DATASET Block Start

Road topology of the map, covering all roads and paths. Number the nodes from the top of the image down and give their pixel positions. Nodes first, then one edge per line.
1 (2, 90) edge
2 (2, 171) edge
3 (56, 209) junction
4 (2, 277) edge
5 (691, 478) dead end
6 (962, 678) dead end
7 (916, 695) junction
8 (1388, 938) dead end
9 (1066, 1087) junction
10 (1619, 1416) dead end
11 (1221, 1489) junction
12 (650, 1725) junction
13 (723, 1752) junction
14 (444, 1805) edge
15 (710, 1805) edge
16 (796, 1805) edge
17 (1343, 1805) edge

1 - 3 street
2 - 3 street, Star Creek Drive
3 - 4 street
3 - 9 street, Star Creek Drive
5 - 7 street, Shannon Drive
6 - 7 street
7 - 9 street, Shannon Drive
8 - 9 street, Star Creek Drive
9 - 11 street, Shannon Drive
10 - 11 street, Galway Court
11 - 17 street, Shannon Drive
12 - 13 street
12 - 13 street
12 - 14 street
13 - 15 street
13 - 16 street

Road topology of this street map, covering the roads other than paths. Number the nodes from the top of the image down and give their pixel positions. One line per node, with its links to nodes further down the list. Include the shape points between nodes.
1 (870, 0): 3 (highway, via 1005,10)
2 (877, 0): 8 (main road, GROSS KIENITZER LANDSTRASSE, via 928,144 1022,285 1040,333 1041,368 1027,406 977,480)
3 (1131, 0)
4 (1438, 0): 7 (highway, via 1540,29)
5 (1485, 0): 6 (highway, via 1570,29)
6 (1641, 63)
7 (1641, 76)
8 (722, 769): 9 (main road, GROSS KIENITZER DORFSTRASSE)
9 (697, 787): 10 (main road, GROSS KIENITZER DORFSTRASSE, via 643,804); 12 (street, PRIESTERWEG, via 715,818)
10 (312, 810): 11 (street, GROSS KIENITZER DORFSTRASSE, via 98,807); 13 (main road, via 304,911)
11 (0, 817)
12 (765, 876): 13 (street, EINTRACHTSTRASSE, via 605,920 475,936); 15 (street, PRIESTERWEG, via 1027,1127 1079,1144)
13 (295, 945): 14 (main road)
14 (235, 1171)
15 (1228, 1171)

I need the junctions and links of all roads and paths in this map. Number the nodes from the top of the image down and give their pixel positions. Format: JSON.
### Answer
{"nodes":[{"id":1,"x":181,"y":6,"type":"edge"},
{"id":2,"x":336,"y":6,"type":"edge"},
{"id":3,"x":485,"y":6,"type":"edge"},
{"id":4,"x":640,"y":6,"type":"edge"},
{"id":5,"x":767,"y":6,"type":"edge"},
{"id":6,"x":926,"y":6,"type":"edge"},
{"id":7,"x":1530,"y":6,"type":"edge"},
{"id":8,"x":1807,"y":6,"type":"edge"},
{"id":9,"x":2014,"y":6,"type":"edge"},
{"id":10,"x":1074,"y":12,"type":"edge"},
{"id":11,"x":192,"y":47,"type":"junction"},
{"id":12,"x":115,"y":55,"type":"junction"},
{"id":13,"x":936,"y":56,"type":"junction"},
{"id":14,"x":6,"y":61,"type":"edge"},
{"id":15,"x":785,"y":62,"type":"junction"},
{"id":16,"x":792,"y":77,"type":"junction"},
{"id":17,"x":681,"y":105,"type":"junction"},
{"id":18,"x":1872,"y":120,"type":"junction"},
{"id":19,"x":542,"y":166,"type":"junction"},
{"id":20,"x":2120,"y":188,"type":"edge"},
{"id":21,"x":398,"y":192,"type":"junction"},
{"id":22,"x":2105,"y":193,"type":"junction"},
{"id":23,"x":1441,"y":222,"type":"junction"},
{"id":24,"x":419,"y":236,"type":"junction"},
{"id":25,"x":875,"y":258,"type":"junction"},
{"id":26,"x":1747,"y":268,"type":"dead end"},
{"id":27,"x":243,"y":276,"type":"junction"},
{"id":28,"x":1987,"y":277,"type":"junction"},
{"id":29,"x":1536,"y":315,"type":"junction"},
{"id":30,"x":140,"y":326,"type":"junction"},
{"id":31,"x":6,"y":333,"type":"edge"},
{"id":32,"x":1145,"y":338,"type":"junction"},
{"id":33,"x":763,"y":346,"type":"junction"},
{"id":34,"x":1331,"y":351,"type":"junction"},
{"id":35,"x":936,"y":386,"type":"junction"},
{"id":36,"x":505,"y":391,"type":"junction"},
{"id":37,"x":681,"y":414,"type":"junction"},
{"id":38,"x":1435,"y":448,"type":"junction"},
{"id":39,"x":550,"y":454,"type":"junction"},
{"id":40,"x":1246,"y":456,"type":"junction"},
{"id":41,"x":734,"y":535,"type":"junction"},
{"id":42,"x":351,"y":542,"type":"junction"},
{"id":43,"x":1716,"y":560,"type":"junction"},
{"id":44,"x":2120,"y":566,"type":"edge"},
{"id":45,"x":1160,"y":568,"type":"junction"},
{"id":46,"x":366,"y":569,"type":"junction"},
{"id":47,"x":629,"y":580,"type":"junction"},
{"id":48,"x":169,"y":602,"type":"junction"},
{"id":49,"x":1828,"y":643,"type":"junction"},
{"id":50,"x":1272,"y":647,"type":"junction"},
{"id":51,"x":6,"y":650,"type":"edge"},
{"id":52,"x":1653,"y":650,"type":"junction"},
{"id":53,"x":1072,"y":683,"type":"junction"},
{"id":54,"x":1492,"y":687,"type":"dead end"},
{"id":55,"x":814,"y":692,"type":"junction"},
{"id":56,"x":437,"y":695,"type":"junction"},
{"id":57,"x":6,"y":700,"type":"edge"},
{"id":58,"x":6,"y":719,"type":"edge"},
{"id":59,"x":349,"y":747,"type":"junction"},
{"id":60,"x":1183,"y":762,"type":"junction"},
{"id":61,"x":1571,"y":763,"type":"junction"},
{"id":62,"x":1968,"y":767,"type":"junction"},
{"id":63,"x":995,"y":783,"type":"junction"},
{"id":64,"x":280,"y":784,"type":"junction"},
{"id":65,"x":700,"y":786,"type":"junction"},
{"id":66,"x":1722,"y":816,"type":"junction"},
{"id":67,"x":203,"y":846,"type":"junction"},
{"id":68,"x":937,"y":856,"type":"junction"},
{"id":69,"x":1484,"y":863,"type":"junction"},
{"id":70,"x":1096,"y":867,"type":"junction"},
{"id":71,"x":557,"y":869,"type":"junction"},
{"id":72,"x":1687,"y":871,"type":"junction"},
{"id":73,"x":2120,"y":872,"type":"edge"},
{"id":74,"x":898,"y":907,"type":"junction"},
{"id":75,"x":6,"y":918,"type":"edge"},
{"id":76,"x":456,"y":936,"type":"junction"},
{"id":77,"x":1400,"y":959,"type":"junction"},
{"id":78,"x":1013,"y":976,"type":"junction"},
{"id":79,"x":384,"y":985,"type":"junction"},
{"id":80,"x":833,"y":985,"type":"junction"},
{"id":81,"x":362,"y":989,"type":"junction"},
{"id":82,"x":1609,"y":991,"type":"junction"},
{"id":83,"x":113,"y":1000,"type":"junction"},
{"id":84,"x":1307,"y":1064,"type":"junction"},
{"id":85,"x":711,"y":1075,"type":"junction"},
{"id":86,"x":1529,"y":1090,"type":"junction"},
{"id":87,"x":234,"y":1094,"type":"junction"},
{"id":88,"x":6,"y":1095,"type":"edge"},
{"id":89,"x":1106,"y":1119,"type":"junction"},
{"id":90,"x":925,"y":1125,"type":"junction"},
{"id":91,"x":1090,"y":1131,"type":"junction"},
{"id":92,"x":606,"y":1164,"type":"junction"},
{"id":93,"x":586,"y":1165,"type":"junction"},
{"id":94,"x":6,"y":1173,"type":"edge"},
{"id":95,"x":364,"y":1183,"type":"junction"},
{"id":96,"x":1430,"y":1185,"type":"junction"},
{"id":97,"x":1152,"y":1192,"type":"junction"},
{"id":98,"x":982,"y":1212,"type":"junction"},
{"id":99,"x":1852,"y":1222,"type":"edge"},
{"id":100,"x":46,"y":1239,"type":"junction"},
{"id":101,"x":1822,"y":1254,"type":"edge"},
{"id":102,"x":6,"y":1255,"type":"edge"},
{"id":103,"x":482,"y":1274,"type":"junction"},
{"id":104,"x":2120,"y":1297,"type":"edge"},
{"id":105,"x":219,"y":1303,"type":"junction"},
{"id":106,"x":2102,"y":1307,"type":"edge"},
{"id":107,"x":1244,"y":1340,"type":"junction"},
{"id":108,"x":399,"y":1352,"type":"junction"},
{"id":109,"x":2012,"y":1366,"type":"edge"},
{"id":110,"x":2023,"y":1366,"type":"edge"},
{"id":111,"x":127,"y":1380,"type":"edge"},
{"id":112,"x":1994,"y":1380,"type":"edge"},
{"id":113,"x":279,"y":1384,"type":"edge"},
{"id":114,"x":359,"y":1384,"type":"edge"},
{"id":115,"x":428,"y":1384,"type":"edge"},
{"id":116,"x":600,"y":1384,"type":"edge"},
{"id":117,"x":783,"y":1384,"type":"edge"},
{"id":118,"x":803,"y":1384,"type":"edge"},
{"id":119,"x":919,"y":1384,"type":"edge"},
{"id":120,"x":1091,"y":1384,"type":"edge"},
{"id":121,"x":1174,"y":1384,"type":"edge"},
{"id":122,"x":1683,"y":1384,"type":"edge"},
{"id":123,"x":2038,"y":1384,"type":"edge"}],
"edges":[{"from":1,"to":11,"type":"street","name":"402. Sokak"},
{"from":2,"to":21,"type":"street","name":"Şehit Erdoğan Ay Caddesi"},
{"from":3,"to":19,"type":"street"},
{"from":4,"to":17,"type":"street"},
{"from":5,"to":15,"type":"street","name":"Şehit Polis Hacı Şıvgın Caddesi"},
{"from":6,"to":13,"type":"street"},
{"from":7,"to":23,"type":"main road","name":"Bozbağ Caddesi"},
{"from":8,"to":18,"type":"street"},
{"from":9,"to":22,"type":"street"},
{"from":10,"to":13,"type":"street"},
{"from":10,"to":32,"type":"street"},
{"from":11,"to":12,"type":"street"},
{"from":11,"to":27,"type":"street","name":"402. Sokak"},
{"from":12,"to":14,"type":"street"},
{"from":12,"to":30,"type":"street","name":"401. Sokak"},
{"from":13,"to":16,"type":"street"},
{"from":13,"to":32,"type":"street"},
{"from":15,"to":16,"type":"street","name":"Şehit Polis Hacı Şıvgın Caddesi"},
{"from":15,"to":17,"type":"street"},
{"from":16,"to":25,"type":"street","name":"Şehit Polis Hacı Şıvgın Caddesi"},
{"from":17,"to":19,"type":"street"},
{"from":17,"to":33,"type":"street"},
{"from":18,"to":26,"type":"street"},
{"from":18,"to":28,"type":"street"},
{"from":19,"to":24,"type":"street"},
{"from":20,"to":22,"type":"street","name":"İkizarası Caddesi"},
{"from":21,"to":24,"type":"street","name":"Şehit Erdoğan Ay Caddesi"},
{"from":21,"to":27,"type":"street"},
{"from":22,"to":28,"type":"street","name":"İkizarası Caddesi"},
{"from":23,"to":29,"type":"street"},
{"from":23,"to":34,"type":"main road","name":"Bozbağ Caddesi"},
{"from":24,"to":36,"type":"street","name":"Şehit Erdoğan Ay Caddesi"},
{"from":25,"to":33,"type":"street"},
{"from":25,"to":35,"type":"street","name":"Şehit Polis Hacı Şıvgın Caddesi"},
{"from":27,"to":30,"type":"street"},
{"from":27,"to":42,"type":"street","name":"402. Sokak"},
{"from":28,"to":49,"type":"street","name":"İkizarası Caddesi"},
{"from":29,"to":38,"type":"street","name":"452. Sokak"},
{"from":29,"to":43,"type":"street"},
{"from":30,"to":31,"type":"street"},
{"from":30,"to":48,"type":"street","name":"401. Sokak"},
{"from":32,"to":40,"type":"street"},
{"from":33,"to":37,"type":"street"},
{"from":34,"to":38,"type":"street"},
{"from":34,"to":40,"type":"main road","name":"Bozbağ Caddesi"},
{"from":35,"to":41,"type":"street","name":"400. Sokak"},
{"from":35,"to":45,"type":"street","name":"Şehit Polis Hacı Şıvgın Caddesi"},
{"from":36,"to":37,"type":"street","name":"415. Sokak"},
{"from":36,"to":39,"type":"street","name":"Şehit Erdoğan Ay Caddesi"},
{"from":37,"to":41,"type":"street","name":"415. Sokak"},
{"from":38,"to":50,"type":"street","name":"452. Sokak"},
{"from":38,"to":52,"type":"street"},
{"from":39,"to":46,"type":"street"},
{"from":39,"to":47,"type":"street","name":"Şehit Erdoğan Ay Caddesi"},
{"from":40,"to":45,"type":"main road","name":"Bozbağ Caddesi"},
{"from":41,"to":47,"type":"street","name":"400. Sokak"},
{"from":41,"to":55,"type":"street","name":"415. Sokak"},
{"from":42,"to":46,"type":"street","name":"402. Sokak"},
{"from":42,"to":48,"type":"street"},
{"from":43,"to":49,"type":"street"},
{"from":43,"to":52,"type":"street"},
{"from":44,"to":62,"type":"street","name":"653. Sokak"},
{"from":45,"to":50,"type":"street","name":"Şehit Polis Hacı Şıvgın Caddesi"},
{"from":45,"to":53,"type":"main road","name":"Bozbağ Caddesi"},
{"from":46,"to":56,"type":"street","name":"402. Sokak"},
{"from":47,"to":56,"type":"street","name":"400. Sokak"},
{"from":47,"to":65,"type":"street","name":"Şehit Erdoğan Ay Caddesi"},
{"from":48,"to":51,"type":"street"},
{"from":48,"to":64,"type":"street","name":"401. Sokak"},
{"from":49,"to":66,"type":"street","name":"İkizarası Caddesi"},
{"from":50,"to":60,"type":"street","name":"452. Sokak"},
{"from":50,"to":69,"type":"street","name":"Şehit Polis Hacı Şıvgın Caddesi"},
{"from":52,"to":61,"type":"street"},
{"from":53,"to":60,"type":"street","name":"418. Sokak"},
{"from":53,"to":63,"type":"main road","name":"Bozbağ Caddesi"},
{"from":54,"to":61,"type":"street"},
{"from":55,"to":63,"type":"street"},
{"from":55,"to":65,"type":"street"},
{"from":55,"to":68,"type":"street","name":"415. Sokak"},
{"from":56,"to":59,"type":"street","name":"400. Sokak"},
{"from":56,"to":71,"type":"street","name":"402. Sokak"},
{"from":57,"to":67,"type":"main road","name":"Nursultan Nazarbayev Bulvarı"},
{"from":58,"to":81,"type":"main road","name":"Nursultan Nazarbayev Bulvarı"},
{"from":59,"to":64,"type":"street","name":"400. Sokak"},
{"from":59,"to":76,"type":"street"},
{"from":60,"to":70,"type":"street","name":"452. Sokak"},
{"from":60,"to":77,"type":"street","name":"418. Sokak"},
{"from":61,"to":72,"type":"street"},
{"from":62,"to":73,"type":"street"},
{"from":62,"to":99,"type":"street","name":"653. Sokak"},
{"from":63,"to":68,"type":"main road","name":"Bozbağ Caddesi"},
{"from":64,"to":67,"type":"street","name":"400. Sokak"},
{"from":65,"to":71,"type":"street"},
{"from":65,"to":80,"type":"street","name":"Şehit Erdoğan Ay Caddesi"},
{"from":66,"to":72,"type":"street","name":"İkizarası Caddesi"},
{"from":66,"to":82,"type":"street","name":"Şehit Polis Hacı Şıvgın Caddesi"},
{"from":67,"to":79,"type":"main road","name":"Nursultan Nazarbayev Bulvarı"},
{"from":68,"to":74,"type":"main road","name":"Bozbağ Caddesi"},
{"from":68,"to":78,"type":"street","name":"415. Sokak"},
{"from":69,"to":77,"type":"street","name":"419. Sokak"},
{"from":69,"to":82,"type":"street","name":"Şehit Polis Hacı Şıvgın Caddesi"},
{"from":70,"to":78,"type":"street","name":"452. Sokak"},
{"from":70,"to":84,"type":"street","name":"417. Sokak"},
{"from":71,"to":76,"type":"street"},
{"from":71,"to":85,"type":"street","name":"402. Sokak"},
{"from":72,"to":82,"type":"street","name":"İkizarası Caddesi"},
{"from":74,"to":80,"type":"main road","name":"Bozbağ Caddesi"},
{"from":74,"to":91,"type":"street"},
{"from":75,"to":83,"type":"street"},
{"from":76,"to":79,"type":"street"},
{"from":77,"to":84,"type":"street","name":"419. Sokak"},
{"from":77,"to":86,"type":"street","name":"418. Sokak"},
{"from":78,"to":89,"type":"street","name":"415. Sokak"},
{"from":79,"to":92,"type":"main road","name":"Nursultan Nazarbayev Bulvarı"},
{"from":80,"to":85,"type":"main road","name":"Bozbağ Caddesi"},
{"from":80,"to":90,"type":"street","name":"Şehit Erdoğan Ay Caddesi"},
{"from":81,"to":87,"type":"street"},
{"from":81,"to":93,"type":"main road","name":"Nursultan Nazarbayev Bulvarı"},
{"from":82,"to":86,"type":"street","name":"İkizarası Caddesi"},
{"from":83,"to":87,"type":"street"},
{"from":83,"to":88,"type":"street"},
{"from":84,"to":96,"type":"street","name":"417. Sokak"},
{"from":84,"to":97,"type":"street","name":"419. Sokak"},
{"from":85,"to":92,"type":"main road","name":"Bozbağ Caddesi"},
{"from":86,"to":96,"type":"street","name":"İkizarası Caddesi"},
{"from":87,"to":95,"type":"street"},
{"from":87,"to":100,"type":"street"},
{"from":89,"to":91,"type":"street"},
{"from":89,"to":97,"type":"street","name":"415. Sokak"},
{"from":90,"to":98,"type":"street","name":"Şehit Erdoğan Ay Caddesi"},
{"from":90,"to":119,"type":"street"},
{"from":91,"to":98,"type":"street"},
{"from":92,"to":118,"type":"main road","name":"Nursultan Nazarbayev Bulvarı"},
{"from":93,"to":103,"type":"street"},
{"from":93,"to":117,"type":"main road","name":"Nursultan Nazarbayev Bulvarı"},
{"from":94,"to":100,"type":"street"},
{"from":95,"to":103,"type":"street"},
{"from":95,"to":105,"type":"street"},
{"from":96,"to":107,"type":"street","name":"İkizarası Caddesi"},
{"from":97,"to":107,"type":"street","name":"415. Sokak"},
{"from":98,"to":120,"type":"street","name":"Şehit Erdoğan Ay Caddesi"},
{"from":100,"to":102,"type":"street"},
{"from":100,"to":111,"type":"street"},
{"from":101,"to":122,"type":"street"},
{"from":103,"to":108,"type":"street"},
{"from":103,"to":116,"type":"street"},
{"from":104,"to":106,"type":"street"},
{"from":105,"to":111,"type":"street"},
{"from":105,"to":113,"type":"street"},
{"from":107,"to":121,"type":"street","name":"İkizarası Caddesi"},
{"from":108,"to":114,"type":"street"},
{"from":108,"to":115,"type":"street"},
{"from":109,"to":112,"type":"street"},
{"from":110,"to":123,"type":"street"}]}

DATASET Block End

What you return should be exactly the lines above, starting at the one with "Road topology of this" and ending at the one with "I need the junctions", and nothing else.

Road topology of this street map, covering the roads other than paths. Number the nodes from the top of the image down and give their pixel positions. One line per node, with its links to nodes further down the list. Include the shape points between nodes.
1 (870, 0): 3 (highway, via 1005,10)
2 (877, 0): 8 (main road, GROSS KIENITZER LANDSTRASSE, via 928,144 1022,285 1040,333 1041,368 1027,406 977,480)
3 (1131, 0)
4 (1438, 0): 7 (highway, via 1540,29)
5 (1485, 0): 6 (highway, via 1570,29)
6 (1641, 63)
7 (1641, 76)
8 (722, 769): 9 (main road, GROSS KIENITZER DORFSTRASSE)
9 (697, 787): 10 (main road, GROSS KIENITZER DORFSTRASSE, via 643,804); 12 (street, PRIESTERWEG, via 715,818)
10 (312, 810): 11 (street, GROSS KIENITZER DORFSTRASSE, via 98,807); 13 (main road, via 304,911)
11 (0, 817)
12 (765, 876): 13 (street, EINTRACHTSTRASSE, via 605,920 475,936); 15 (street, PRIESTERWEG, via 1027,1127 1079,1144)
13 (295, 945): 14 (main road)
14 (235, 1171)
15 (1228, 1171)

I need the junctions and links of all roads and paths in this map. Number the nodes from the top of the image down and give their pixel positions. Format: JSON.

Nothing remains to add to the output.